Great Expectations Innocence Quotes

How we cite our quotes: (Chapter.Paragraph)

Quote #1

"Well," said he, "I believe you. You'd be but a fierce young hound indeed, if at your time of life you could help to hunt a wretched warmint, hunted as near death and dunghill as this poor wretched warmint is!" (3.20)

Pip may be innocent, but by supplying the convict with a file he loses just a little bit of his innocence. For the first time ever, he has to lie to Joe—and this moment sets the whole novel in action.

Quote #2

Young as I was, I believe that I dated a new admiration of Joe from that night. We were equals afterwards, as we had been before; but, afterwards at quiet times when I sat looking at Joe and thinking about him, I had a new sensation of feeling conscious that I was looking up to Joe in my heart. (7.64)

Okay, what's weird about this is that Pip goes from seeing Joe as an equal to admiring him—which is the exact opposite of what happens to most kids and their parents. Does losing some of his innocence help him learn to respect Joe?

Quote #3

I had never parted from him before, and what with my feelings and what with soap-suds, I could at first see no stars from the chaise-cart. But they twinkled out one by one, without throwing any light on the questions why on earth I was going to play at Miss Havisham's, and what on earth I was expected to play at. (7.91)

It's not exactly going off to college, but this is still a big moment in Pip's little life: it's the first time he's sleeping under someone else's roof. (No slumber parties in nineteenth century English villages, apparently.) It's also a Garden of Eden moment: he's leaving his dream world by the marshes and heading off into a new kind of garden—a ruined and gated one.

Quote #4

My sister's bringing up had made me sensitive.

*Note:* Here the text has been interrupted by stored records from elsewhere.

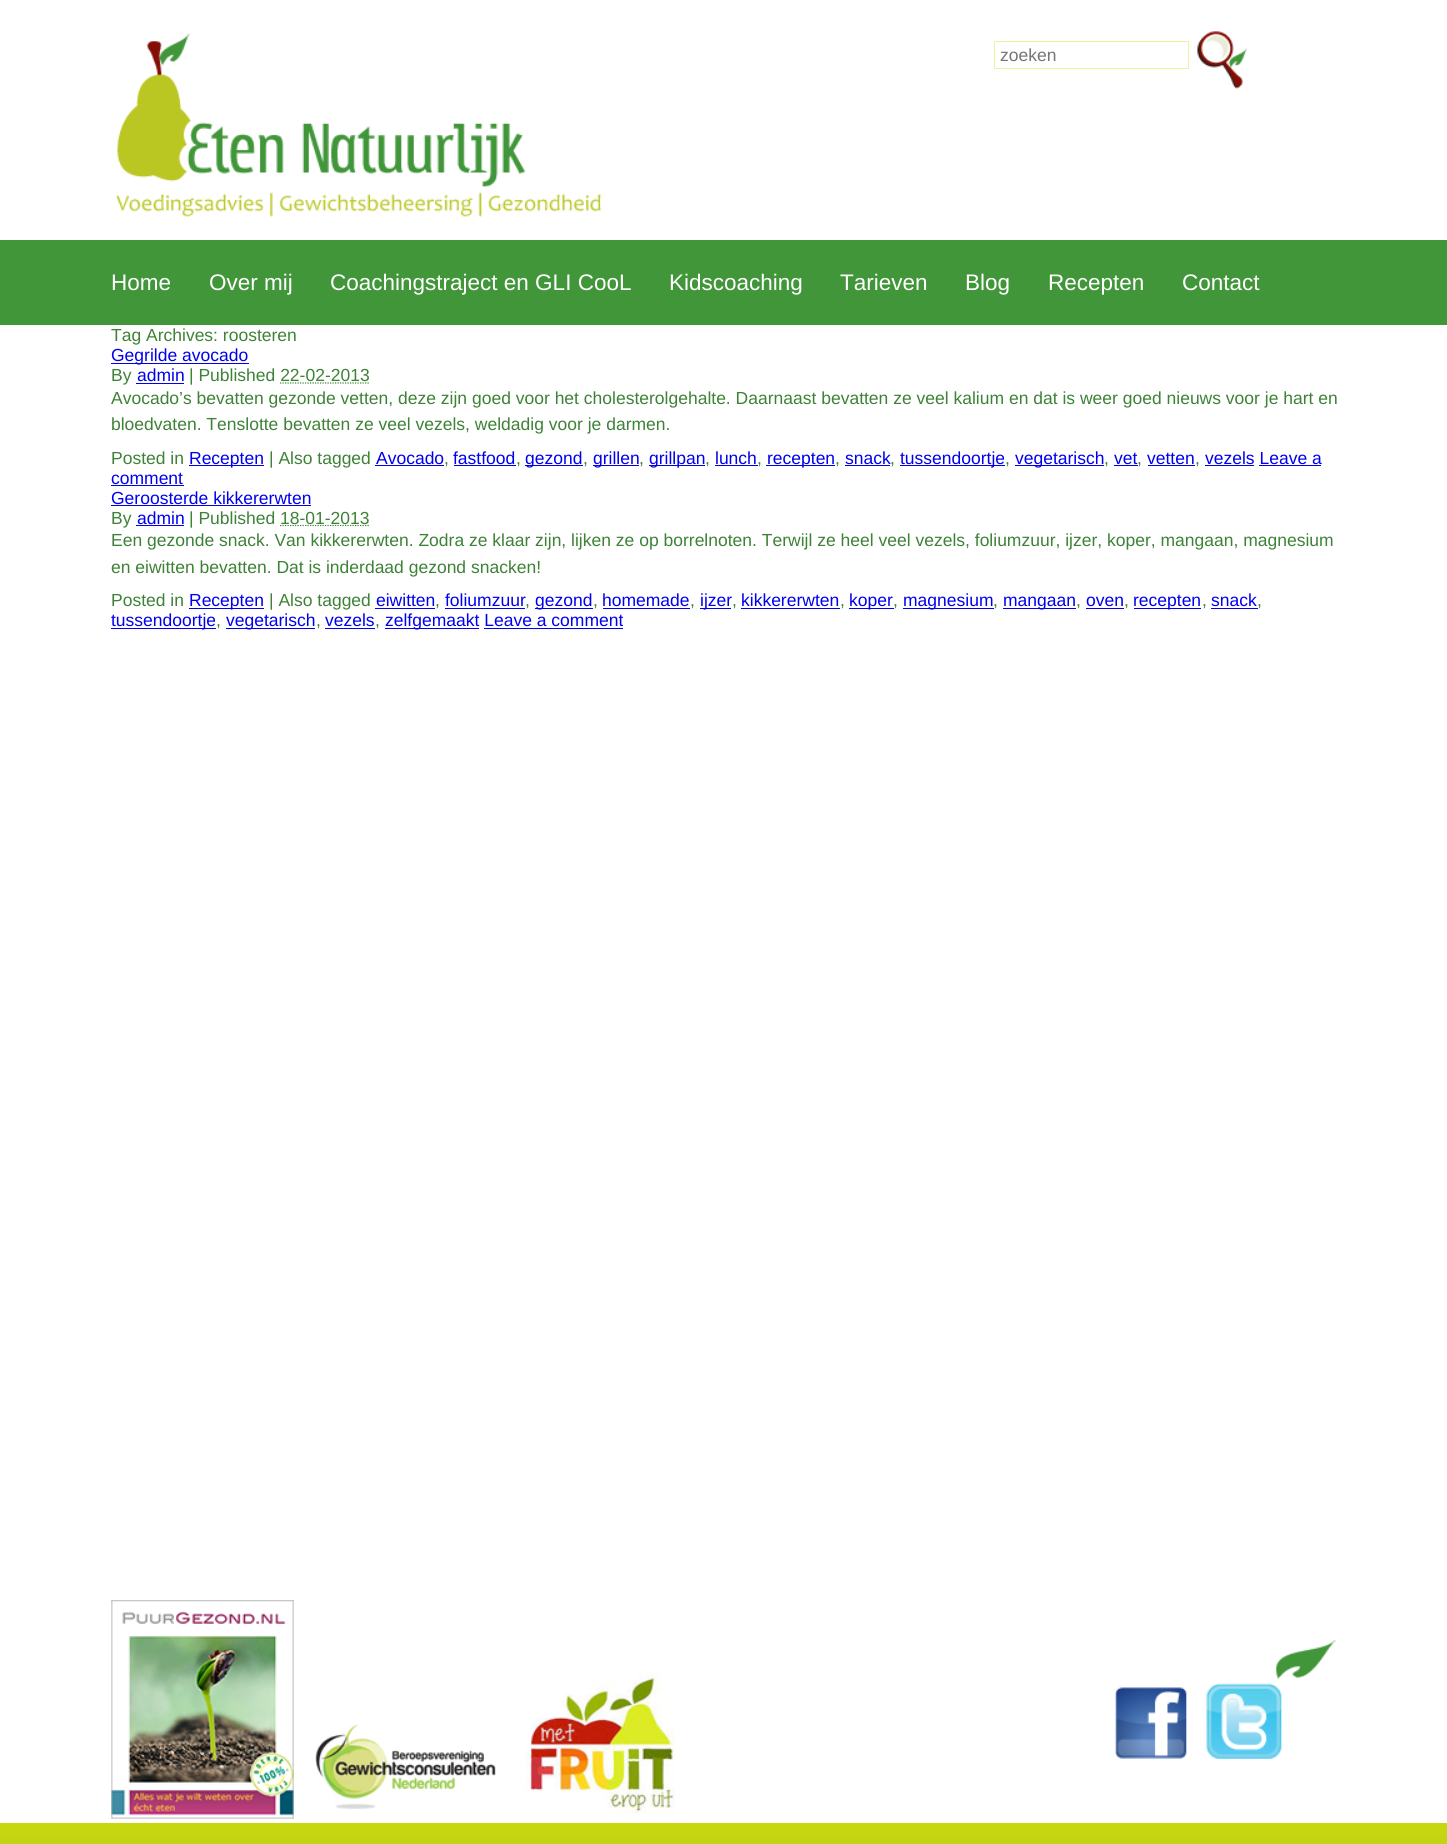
import math
import cairo

surface = cairo.ImageSurface(cairo.FORMAT_RGB24, 1447, 1844)
ctx = cairo.Context(surface)
options = cairo.FontOptions()
options.set_hint_metrics(cairo.HINT_METRICS_OFF)
options.set_hint_style(cairo.HINT_STYLE_NONE)
ctx.set_font_options(options)
ctx.set_miter_limit(4)


def picture(path, x, y, w, h):
    ctx.save()
    ctx.set_source_surface(cairo.ImageSurface.create_from_png(path), x, y)
    ctx.rectangle(x, y, w, h)
    ctx.fill()
    ctx.restore()


ctx.set_source_rgb(1, 1, 1)
ctx.paint()
picture("img1.png", 116, 33, 486, 184)
ctx.rectangle(994.5, 41.5, 194, 27)
ctx.set_source_rgb(0.922, 0.949, 0.62)
ctx.set_line_width(1)
ctx.stroke()
ctx.select_font_face("Liberation Sans")
ctx.set_font_size(17.5)
ctx.set_source_rgb(0.459, 0.459, 0.459)
ctx.move_to(1000, 61)
ctx.show_text("zoeken")
picture("img2.png", 1197, 31, 51, 58)
ctx.set_source_rgb(0.255, 0.588, 0.224)
ctx.rectangle(0, 240, 1447, 85)
ctx.fill()
ctx.set_font_size(22.5)
ctx.set_source_rgb(1, 1, 1)
ctx.move_to(111, 290)
ctx.show_text("Home")
ctx.move_to(209, 290)
ctx.show_text("Over mij")
ctx.move_to(330, 290)
ctx.show_text("Coachingstraject en GLI CooL")
ctx.move_to(669, 290)
ctx.show_text("Kidscoaching")
ctx.move_to(840, 290)
ctx.show_text("Tarieven")
ctx.move_to(965, 290)
ctx.show_text("Blog")
ctx.move_to(1048, 290)
ctx.show_text("Recepten")
ctx.move_to(1182, 290)
ctx.show_text("Contact")
ctx.set_font_size(17.5)
ctx.set_source_rgb(0.239, 0.51, 0.212)
ctx.move_to(111, 341)
ctx.show_text("Tag Archives: roosteren")
ctx.set_source_rgb(0, 0, 0.933)
ctx.rectangle(111, 363, 138, 1)
ctx.fill()
ctx.move_to(111, 361)
ctx.show_text("Gegrilde avocado")
ctx.set_source_rgb(0.239, 0.51, 0.212)
ctx.move_to(111, 381)
ctx.show_text("By")
ctx.set_source_rgb(0, 0, 0.933)
ctx.move_to(137, 381)
ctx.show_text("admin")
ctx.rectangle(136, 383, 48, 1)
ctx.fill()
ctx.set_source_rgb(0.239, 0.51, 0.212)
ctx.move_to(189, 381)
ctx.show_text("| Published 22-02-2013")
ctx.new_path()
ctx.move_to(280, 383)
ctx.line_to(370, 383)
ctx.set_line_width(1.2)
ctx.set_dash([1.25, 1.25])
ctx.stroke()
ctx.move_to(111, 404)
ctx.show_text("Avocado’s bevatten gezonde vetten, deze zijn goed voor het cholesterolgehalte. Daarnaast bevatten ze veel kalium en dat is weer goed nieuws voor je hart en")
ctx.move_to(111, 430)
ctx.show_text("bloedvaten. Tenslotte bevatten ze veel vezels, weldadig voor je darmen.")
ctx.move_to(111, 464)
ctx.show_text("Posted in")
ctx.set_source_rgb(0, 0, 0.933)
ctx.rectangle(189, 465, 75, 1)
ctx.fill()
ctx.move_to(189, 464)
ctx.show_text("Recepten")
ctx.set_source_rgb(0.239, 0.51, 0.212)
ctx.move_to(269, 464)
ctx.show_text("| Also tagged")
ctx.set_source_rgb(0, 0, 0.933)
ctx.move_to(376, 464)
ctx.show_text("Avocado")
ctx.set_source_rgb(0.239, 0.51, 0.212)
ctx.move_to(444, 464)
ctx.show_text(",")
ctx.set_source_rgb(0, 0, 0.933)
ctx.rectangle(375, 465, 69, 1)
ctx.fill()
ctx.move_to(453, 464)
ctx.show_text("fastfood")
ctx.set_source_rgb(0.239, 0.51, 0.212)
ctx.move_to(516, 464)
ctx.show_text(",")
ctx.set_source_rgb(0, 0, 0.933)
ctx.rectangle(454, 465, 62, 1)
ctx.fill()
ctx.rectangle(525, 465, 58, 1)
ctx.fill()
ctx.move_to(525, 464)
ctx.show_text("gezond")
ctx.set_source_rgb(0.239, 0.51, 0.212)
ctx.move_to(583, 464)
ctx.show_text(",")
ctx.set_source_rgb(0, 0, 0.933)
ctx.rectangle(593, 465, 46, 1)
ctx.fill()
ctx.move_to(593, 464)
ctx.show_text("grillen")
ctx.set_source_rgb(0.239, 0.51, 0.212)
ctx.move_to(639, 464)
ctx.show_text(",")
ctx.set_source_rgb(0, 0, 0.933)
ctx.rectangle(649, 465, 56, 1)
ctx.fill()
ctx.move_to(649, 464)
ctx.show_text("grillpan")
ctx.set_source_rgb(0.239, 0.51, 0.212)
ctx.move_to(705, 464)
ctx.show_text(",")
ctx.set_source_rgb(0, 0, 0.933)
ctx.move_to(715, 464)
ctx.show_text("lunch")
ctx.set_source_rgb(0.239, 0.51, 0.212)
ctx.move_to(757, 464)
ctx.show_text(",")
ctx.set_source_rgb(0, 0, 0.933)
ctx.rectangle(715, 465, 43, 1)
ctx.fill()
ctx.rectangle(766, 465, 69, 1)
ctx.fill()
ctx.move_to(767, 464)
ctx.show_text("recepten")
ctx.set_source_rgb(0.239, 0.51, 0.212)
ctx.move_to(835, 464)
ctx.show_text(",")
ctx.set_source_rgb(0, 0, 0.933)
ctx.move_to(845, 464)
ctx.show_text("snack")
ctx.set_source_rgb(0.239, 0.51, 0.212)
ctx.move_to(890, 464)
ctx.show_text(",")
ctx.set_source_rgb(0, 0, 0.933)
ctx.rectangle(845, 465, 45, 1)
ctx.fill()
ctx.rectangle(900, 465, 105, 1)
ctx.fill()
ctx.move_to(900, 464)
ctx.show_text("tussendoortje")
ctx.set_source_rgb(0.239, 0.51, 0.212)
ctx.move_to(1005, 464)
ctx.show_text(",")
ctx.set_source_rgb(0, 0, 0.933)
ctx.rectangle(1015, 465, 89, 1)
ctx.fill()
ctx.move_to(1015, 464)
ctx.show_text("vegetarisch")
ctx.set_source_rgb(0.239, 0.51, 0.212)
ctx.move_to(1104, 464)
ctx.show_text(",")
ctx.set_source_rgb(0, 0, 0.933)
ctx.move_to(1114, 464)
ctx.show_text("vet")
ctx.set_source_rgb(0.239, 0.51, 0.212)
ctx.move_to(1137, 464)
ctx.show_text(",")
ctx.set_source_rgb(0, 0, 0.933)
ctx.rectangle(1114, 465, 24, 1)
ctx.fill()
ctx.move_to(1147, 464)
ctx.show_text("vetten")
ctx.set_source_rgb(0.239, 0.51, 0.212)
ctx.move_to(1195, 464)
ctx.show_text(",")
ctx.set_source_rgb(0, 0, 0.933)
ctx.rectangle(1148, 465, 47, 1)
ctx.fill()
ctx.rectangle(1205, 465, 49, 1)
ctx.fill()
ctx.move_to(1205, 464)
ctx.show_text("vezels Leave a")
ctx.move_to(111, 484)
ctx.show_text("comment")
ctx.rectangle(1259, 465, 62, 1)
ctx.fill()
ctx.rectangle(111, 485, 73, 1)
ctx.fill()
ctx.move_to(111, 504)
ctx.show_text("Geroosterde kikkererwten")
ctx.rectangle(111, 505, 200, 1)
ctx.fill()
ctx.set_source_rgb(0.239, 0.51, 0.212)
ctx.move_to(111, 524)
ctx.show_text("By")
ctx.set_source_rgb(0, 0, 0.933)
ctx.move_to(137, 524)
ctx.show_text("admin")
ctx.rectangle(136, 525, 48, 1)
ctx.fill()
ctx.set_source_rgb(0.239, 0.51, 0.212)
ctx.move_to(189, 524)
ctx.show_text("| Published")
ctx.new_path()
ctx.move_to(280, 525.5)
ctx.line_to(370, 525.5)
ctx.stroke()
ctx.move_to(280, 524)
ctx.show_text("18-01-2013")
ctx.move_to(111, 546)
ctx.show_text("Een gezonde snack. Van kikkererwten. Zodra ze klaar zijn, lijken ze op borrelnoten. Terwijl ze heel veel vezels, foliumzuur, ijzer, koper, mangaan, magnesium")
ctx.move_to(111, 573)
ctx.show_text("en eiwitten bevatten. Dat is inderdaad gezond snacken!")
ctx.move_to(111, 606)
ctx.show_text("Posted in")
ctx.set_source_rgb(0, 0, 0.933)
ctx.rectangle(189, 608, 75, 1)
ctx.fill()
ctx.move_to(189, 606)
ctx.show_text("Recepten")
ctx.set_source_rgb(0.239, 0.51, 0.212)
ctx.move_to(269, 606)
ctx.show_text("| Also tagged")
ctx.set_source_rgb(0, 0, 0.933)
ctx.move_to(376, 606)
ctx.show_text("eiwitten")
ctx.set_source_rgb(0.239, 0.51, 0.212)
ctx.move_to(435, 606)
ctx.show_text(",")
ctx.set_source_rgb(0, 0, 0.933)
ctx.rectangle(375, 608, 60, 1)
ctx.fill()
ctx.move_to(445, 606)
ctx.show_text("foliumzuur")
ctx.set_source_rgb(0.239, 0.51, 0.212)
ctx.move_to(525, 606)
ctx.show_text(",")
ctx.set_source_rgb(0, 0, 0.933)
ctx.rectangle(445, 608, 80, 1)
ctx.fill()
ctx.rectangle(535, 608, 58, 1)
ctx.fill()
ctx.move_to(535, 606)
ctx.show_text("gezond")
ctx.set_source_rgb(0.239, 0.51, 0.212)
ctx.move_to(593, 606)
ctx.show_text(",")
ctx.set_source_rgb(0, 0, 0.933)
ctx.move_to(602, 606)
ctx.show_text("homemade")
ctx.set_source_rgb(0.239, 0.51, 0.212)
ctx.move_to(690, 606)
ctx.show_text(",")
ctx.set_source_rgb(0, 0, 0.933)
ctx.rectangle(603, 608, 87, 1)
ctx.fill()
ctx.rectangle(700, 608, 31, 1)
ctx.fill()
ctx.move_to(700, 606)
ctx.show_text("ijzer")
ctx.set_source_rgb(0.239, 0.51, 0.212)
ctx.move_to(732, 606)
ctx.show_text(",")
ctx.set_source_rgb(0, 0, 0.933)
ctx.move_to(741, 606)
ctx.show_text("kikkererwten")
ctx.set_source_rgb(0.239, 0.51, 0.212)
ctx.move_to(840, 606)
ctx.show_text(",")
ctx.set_source_rgb(0, 0, 0.933)
ctx.rectangle(741, 608, 99, 1)
ctx.fill()
ctx.rectangle(849, 608, 45, 1)
ctx.fill()
ctx.move_to(849, 606)
ctx.show_text("koper")
ctx.set_source_rgb(0.239, 0.51, 0.212)
ctx.move_to(893, 606)
ctx.show_text(",")
ctx.set_source_rgb(0, 0, 0.933)
ctx.rectangle(903, 608, 91, 1)
ctx.fill()
ctx.move_to(903, 606)
ctx.show_text("magnesium")
ctx.set_source_rgb(0.239, 0.51, 0.212)
ctx.move_to(993, 606)
ctx.show_text(",")
ctx.set_source_rgb(0, 0, 0.933)
ctx.rectangle(1003, 608, 73, 1)
ctx.fill()
ctx.move_to(1003, 606)
ctx.show_text("mangaan")
ctx.set_source_rgb(0.239, 0.51, 0.212)
ctx.move_to(1076, 606)
ctx.show_text(",")
ctx.set_source_rgb(0, 0, 0.933)
ctx.move_to(1086, 606)
ctx.show_text("oven")
ctx.set_source_rgb(0.239, 0.51, 0.212)
ctx.move_to(1124, 606)
ctx.show_text(",")
ctx.set_source_rgb(0, 0, 0.933)
ctx.rectangle(1086, 608, 38, 1)
ctx.fill()
ctx.rectangle(1134, 608, 67, 1)
ctx.fill()
ctx.move_to(1133, 606)
ctx.show_text("recepten")
ctx.set_source_rgb(0.239, 0.51, 0.212)
ctx.move_to(1202, 606)
ctx.show_text(",")
ctx.set_source_rgb(0, 0, 0.933)
ctx.move_to(1211, 606)
ctx.show_text("snack")
ctx.set_source_rgb(0.239, 0.51, 0.212)
ctx.move_to(1257, 606)
ctx.show_text(",")
ctx.set_source_rgb(0, 0, 0.933)
ctx.rectangle(1211, 608, 47, 1)
ctx.fill()
ctx.rectangle(111, 628, 105, 1)
ctx.fill()
ctx.move_to(111, 626)
ctx.show_text("tussendoortje")
ctx.set_source_rgb(0.239, 0.51, 0.212)
ctx.move_to(216, 626)
ctx.show_text(",")
ctx.set_source_rgb(0, 0, 0.933)
ctx.rectangle(226, 628, 89, 1)
ctx.fill()
ctx.move_to(226, 626)
ctx.show_text("vegetarisch")
ctx.set_source_rgb(0.239, 0.51, 0.212)
ctx.move_to(316, 626)
ctx.show_text(",")
ctx.set_source_rgb(0, 0, 0.933)
ctx.move_to(325, 626)
ctx.show_text("vezels")
ctx.set_source_rgb(0.239, 0.51, 0.212)
ctx.move_to(375, 626)
ctx.show_text(",")
ctx.set_source_rgb(0, 0, 0.933)
ctx.rectangle(325, 628, 50, 1)
ctx.fill()
ctx.rectangle(385, 628, 94, 1)
ctx.fill()
ctx.move_to(385, 626)
ctx.show_text("zelfgemaakt Leave a comment")
ctx.rectangle(484, 628, 139, 1)
ctx.fill()
picture("img3.png", 111, 1600, 183, 219)
picture("img4.png", 315, 1724, 181, 85)
picture("img5.png", 525, 1670, 150, 144)
picture("img6.png", 1115, 1687, 72, 72)
picture("img7.png", 1206, 1640, 131, 119)
gradient = cairo.LinearGradient(0, 1823, 0, 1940)
gradient.add_color_stop_rgba(0, 0.784, 0.847, 0.051, 1)
gradient.add_color_stop_rgba(1, 0.682, 0.725, 0.204, 1)
ctx.set_source(gradient)
ctx.rectangle(0, 1823, 1447, 21)
ctx.fill()
surface.write_to_png("page.png")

In the little world in which children have their existence whosoever brings them up, there's nothing so finely perceived and so finely felt, as injustice. It may be only small injustice that the child can be exposed to; but the child is small, and its world is small, and its rocking-horse stands as many hands high, according to scale, as a big-boned Irish hunter. (8.95)

Pip's world may contained, small, and familiar, but, it's terrorized by his angry sister. We're pretty sure that being conscious of injustice means that you're not innocent any longer.

Quote #5

With which he took them out, and gave them, not to Miss Havisham, but to me. I am afraid I was ashamed of the dear good fellow—I know I was ashamed of him—when I saw that Estella stood at the back of Miss Havisham's chair, and that her eyes laughed mischievously. (13.18)

As any kid can tell you, realizing that your parents are embarrassing is definitely the end of one kind of innocence.

Quote #6

Finally, I remember that when I got into my little bedroom I was truly wretched, and had a strong conviction on me that I should never like Joe's trade. I had liked it once, but once was not now. (13.69)

Satis House is no Garden of Eden, and Estella gave Pip bread and water instead of the fruit of knowledge, but he definitely feels like he's been cast out of something.

Quote #7

"[…] see how I am going on. Dissatisfied, and uncomfortable, and—what would it signify to me, being coarse and common, if nobody had told me so!" (17.33)

Pip seems to associate ignorance with innocence—but that's probably not going to work as an excuse when you don't want to study for your econ test.

Quote #8

I put my light out, and crept into bed; and it was an uneasy bed now, and I never slept the old sound sleep in it any more. (18.132)

All of a sudden, Pip is thinking about the "future": he has dreams desires, goals, and complex emotions. It sounds like part of losing your innocence is becoming aware of the passage of time.

Quote #9

"Don't be afraid of my being a blessing to him," said Estella; "I shall not be that. Come! Here is my hand. Do we part on this, you visionary boy—or man?" (44.65)

Estella may pretend that she never thinks about Pip, but it sounds like she's actually been keeping quite the eye on him. The "visionary boy" is the boy who continues to hope she will requite his love. The man in Pip is he who is wise enough to give up and to recognize that Estella can't be won nor melted. Which one is Pip? We're not sure, and we don't think he is, either.

Quote #10

There was something so natural and winning in Clara's resigned way of looking at these stores in detail, as Herbert pointed them out,—and something so confiding, loving, and innocent, in her modest manner of yielding herself to Herbert's embracing arm—and something so gentle in her, so much needing protection on Mill Pond Bank, by Chinks's Basin, and the Old Green Copper Rope-Walk, with Old Barley growling in the beam—that I would not have undone the engagement between her and Herbert, for all the money in the pocket-book I had never opened. (46.20)

Aw. Herbert and Clara have a cute little innocent love, kind of like high school sweethearts. Pip and Estella are more like Ike and Tina.